A grande área de Manchester também utiliza dados abertos, pois só assim a comunidade técnica consegue criar soluções inovadoras. A mobilidade compartilhada também faz parte dos planos para o futuro, assim como a ampliação da infraestrutura para carros elétricos. Hoje, a região possui cerca de 300 pontos de carregamento, mas esses pontos precisam chegar a 1000 para que a cidade reduza as emissões de carbono. Para isso, grande parte da frota precisa ser elétrica, e o compartilhamento de bicicletas, incentivado.  “Estamos tentando formatar um modelo comercial que viabilize um esquema ciclístico. Precisamos de parcerias para que esses pontos de bicicleta sejam economicamente viáveis e garantam um transporte sem emissões”, conta Rafael.
João Domingos, do Instituto Pelópidas Silveira, de Recife, explica que a cidade está tentando operar o transporte público de forma mais integrada a partir do desenvolvimento de uma rede metropolitana em conjunto com outras 14 cidades e questionou o Transport for Greater Manchester sobre os desafios desse tipo de operação. Rafael diz que é preciso conciliar interesses: “Essa operação integrada foi criada há 30 anos e baseou-se totalmente na rede de transporte público a partir de um modelo econômico. Isso aconteceu pois houve vontade política, já que os benefícios eram compartilhados. Vontade política e diálogo entre as cidades e agências são fundamentais para que as cidades consigam integrar as iniciativas e se pronunciar como uma única voz”.

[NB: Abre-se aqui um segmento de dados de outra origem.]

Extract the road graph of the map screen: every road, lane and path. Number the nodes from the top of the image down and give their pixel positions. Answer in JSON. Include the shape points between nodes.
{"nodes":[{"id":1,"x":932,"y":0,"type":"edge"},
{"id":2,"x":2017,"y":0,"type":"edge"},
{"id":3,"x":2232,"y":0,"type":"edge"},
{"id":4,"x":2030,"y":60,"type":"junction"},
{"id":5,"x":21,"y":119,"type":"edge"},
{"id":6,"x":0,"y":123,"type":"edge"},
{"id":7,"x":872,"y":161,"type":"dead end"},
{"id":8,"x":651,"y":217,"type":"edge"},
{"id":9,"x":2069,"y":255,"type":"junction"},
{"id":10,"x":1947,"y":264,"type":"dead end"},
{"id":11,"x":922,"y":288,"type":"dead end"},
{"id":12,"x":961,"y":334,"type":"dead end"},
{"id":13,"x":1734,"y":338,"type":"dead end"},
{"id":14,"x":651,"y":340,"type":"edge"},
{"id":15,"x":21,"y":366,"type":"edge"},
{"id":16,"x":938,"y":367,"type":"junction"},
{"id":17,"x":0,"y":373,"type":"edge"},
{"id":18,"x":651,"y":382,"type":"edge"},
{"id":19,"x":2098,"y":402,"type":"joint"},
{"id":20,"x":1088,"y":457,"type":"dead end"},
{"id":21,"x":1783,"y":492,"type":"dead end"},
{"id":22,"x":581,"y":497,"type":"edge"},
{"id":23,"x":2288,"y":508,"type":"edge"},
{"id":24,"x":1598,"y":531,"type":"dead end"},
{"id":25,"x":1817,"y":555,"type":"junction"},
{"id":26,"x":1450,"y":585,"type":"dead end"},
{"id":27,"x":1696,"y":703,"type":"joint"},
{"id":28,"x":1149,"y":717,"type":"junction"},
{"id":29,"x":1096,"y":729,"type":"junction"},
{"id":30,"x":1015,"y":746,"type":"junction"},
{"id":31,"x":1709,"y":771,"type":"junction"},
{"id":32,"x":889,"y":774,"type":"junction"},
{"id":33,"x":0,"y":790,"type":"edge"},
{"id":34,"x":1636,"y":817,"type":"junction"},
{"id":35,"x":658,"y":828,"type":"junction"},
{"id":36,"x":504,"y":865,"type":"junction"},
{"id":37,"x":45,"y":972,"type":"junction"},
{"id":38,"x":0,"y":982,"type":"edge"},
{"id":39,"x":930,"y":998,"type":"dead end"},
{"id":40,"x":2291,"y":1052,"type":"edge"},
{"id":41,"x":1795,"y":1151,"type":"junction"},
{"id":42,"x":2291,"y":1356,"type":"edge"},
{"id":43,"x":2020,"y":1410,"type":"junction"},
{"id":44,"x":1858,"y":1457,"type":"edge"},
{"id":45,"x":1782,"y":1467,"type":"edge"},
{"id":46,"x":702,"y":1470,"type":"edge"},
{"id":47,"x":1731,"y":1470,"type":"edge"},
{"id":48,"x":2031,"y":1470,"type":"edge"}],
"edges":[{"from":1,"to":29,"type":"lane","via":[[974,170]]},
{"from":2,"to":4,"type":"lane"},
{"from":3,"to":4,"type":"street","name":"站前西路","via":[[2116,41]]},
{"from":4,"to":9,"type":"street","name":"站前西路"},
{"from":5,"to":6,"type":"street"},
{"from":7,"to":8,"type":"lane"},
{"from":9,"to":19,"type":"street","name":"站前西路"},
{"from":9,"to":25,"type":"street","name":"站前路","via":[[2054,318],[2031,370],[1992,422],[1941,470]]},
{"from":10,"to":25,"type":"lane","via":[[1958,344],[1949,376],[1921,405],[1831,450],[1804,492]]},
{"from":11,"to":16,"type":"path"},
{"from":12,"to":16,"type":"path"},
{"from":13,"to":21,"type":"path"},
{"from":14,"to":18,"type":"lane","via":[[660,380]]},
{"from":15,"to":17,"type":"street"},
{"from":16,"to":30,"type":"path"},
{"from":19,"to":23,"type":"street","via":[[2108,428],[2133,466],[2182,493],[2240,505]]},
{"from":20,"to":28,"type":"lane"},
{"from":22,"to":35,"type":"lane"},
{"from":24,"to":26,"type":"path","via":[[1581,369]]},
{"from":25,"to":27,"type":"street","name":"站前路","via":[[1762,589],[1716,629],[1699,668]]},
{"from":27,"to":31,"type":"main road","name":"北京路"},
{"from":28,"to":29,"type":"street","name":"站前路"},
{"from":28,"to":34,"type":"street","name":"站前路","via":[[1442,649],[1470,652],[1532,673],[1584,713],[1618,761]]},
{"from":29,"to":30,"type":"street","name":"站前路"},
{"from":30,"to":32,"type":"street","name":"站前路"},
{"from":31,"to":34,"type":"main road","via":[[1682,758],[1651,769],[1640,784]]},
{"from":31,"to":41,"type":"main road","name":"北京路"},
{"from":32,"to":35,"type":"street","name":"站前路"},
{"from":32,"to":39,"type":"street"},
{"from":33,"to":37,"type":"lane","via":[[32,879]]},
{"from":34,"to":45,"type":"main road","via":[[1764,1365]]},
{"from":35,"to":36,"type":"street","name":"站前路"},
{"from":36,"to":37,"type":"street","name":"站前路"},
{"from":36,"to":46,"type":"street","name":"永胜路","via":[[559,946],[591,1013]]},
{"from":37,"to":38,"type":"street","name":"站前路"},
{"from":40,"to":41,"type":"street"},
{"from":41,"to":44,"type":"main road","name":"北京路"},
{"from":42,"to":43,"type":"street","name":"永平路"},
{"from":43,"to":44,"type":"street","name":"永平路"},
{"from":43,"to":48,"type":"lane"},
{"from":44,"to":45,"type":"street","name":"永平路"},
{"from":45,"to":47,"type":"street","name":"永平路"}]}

Os investimentos na melhoria da mobilidade em Manchester foram feitos a partir da criação do fundo de transportes baseado na receita da rede. “As PPPs tiveram experiências dúbias para a áreas de transporte, mas em Manchster criaram o fundo para poder ver o que ia funcionar e analisar a infra necessária para implementar”, comenta Rafael.
A missão técnica ao Reino Unido é parte do projeto Cidades + inteligentes no Brasil, realizada em parceria entre WRI Brasil Cidades Sustentáveis e Future Cities Catapult e conta com o apoio da Embaixada Britânica.  Celio Bouzada, da BHTrans; Eleoterio Codato, do Ministério das Cidades, João Domingos Azevedo, do Instituto Pelópidas Silveira (Recife), Matheus Ortega, gerente de infraestrutura do Prosperity Fund da Embaixada Britânica e Guilherme Johnson, da Future Cities Catapult,  participaram de uma viagem de cinco dias ao Reino Unido  para conhecer boas ideias de cidades inteligentes que podem inspirar os municípios brasileiros a serem mais inovadores.